+++ LISTED RECORDS +++
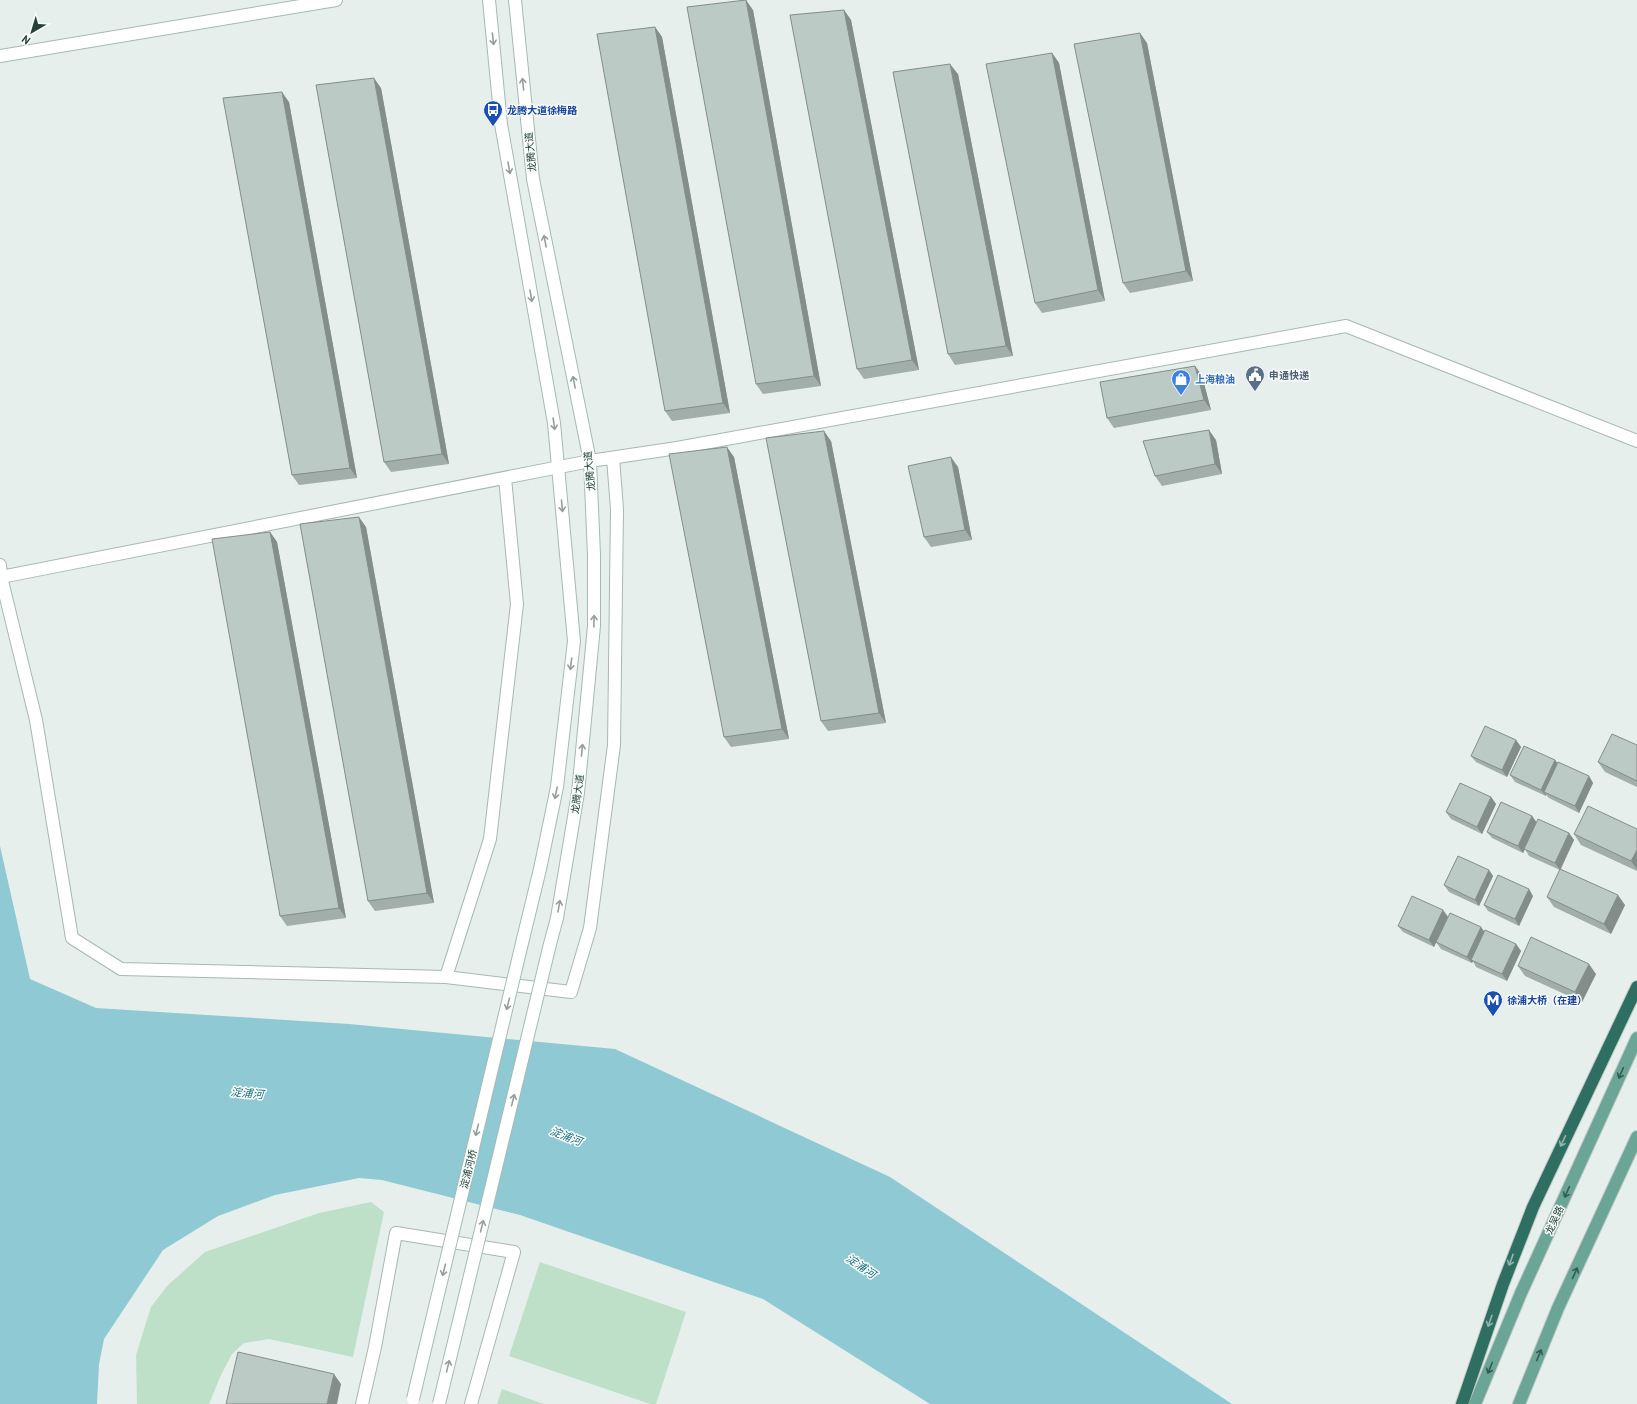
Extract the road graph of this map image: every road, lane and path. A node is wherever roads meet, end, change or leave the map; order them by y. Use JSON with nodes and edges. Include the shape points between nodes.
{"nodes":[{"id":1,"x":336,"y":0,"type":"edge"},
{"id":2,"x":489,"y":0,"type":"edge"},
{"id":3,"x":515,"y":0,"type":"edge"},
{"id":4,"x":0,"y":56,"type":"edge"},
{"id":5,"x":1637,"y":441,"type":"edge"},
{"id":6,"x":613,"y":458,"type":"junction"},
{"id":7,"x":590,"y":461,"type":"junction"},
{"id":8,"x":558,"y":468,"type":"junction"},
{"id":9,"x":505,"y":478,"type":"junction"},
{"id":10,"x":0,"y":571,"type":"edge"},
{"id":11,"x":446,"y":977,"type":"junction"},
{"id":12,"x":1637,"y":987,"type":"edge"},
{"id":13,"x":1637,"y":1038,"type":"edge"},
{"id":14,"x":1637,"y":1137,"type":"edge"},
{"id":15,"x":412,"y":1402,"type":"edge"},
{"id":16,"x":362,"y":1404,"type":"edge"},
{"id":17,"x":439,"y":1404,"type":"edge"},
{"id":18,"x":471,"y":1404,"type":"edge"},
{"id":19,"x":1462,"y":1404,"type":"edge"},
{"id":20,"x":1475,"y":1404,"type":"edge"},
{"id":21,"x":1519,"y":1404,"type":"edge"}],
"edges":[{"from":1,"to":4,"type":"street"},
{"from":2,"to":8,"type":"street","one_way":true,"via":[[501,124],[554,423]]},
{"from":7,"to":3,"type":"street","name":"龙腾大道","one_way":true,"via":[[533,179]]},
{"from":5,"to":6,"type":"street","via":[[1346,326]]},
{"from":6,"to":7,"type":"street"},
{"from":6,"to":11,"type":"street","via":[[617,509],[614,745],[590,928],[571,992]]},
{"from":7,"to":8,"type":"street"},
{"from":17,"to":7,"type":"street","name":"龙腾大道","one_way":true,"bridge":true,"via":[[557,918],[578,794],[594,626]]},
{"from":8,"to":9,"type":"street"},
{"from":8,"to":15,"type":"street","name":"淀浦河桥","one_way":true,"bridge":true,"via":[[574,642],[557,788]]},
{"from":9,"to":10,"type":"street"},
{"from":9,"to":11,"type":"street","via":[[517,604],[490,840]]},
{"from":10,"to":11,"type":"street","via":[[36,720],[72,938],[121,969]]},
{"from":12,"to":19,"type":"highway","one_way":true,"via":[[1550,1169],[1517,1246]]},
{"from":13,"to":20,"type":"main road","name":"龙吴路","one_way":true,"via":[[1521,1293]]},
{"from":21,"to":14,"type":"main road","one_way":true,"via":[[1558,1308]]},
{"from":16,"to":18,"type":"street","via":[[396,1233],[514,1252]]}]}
+++
* **TO DO**:
Look through the entries, and return every line that the word "edges" appears in.

* **REPLY TO THE TASK**:
Extract the road graph of this map image: every road, lane and path. A node is wherever roads meet, end, change or leave the map; order them by y. Use JSON with nodes and edges. Include the shape points between nodes.
"edges":[{"from":1,"to":4,"type":"street"},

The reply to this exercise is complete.